Software AG’s Crosswire was launched about the same time as it opened its Middle East offices in Bahrain - about a year ago. Both are said to be enjoying regional success and justify the company’s decision to launch its SOA focus from Bahrain. It does have separate offices in Saudi Arabia to serve the Kingdom.

Today its SOA offerings are considered to be the best around at a time when SOA and integration are buzz words. Married with webMethods integration, Software AG offers a formidable alternative to IBM, providing it can dislodge IBM from the early foothold it has managed to secure in the Middle East SOA market.

As Mohammed al Fardan, who heads up the Bahrain operation, says, the takeover will open up many new markets in the region. SOA is considered the viable answer to modernising legacy systems.

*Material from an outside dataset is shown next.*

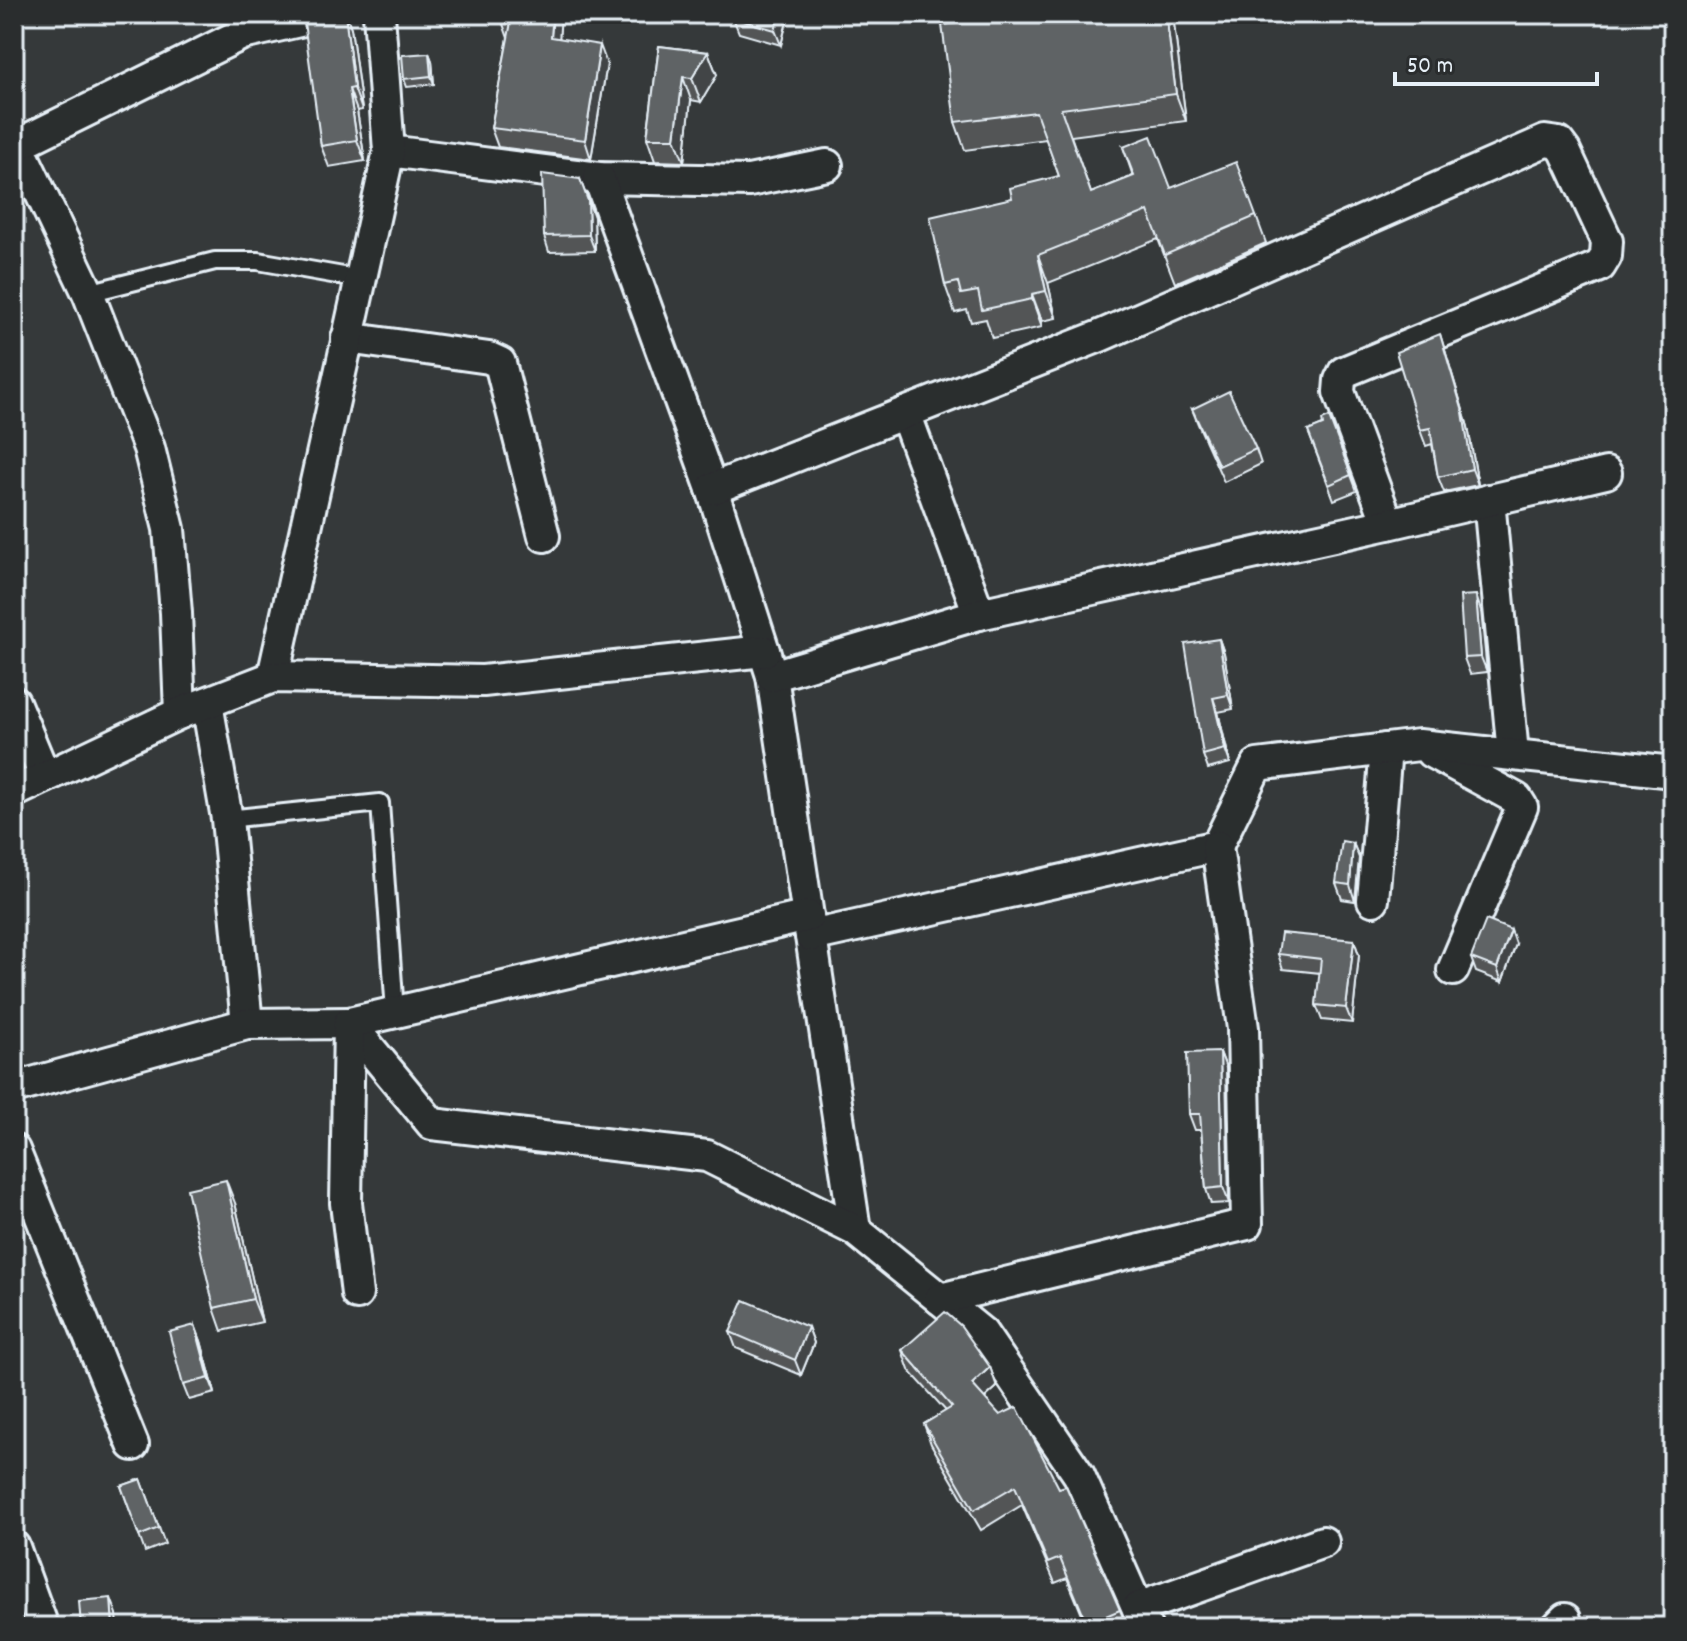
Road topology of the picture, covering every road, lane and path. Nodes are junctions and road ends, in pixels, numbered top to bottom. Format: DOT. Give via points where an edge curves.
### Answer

Instead of a rip and replace strategy, which most users can ill afford, it integrates disparate solutions in the legacy software world. It would have leadership in both the SOA enabler and the solution markets if they deal gets shareholder thumbs-up.

He considers that 90% of the application running in Middle East enterprises today can be considered legacy, in that, even though they have been updated over time, they are based on old technology.

What is more, he says, Software AG is hardware and platform agnostic, so even though many of the legacy systems tend to run on IBM mainframes, or be based on different enterprise solutions, its middleware means customers no longer have to become 100% dependent on a single vendor.

While the combo would still leave Software AG far behind the giant vendors such as Oracle and IBM, and even specialists such as BEA, it is a move that would take the enterprise one step closer to best-of-breed open SOA, which is something that everyone should welcome.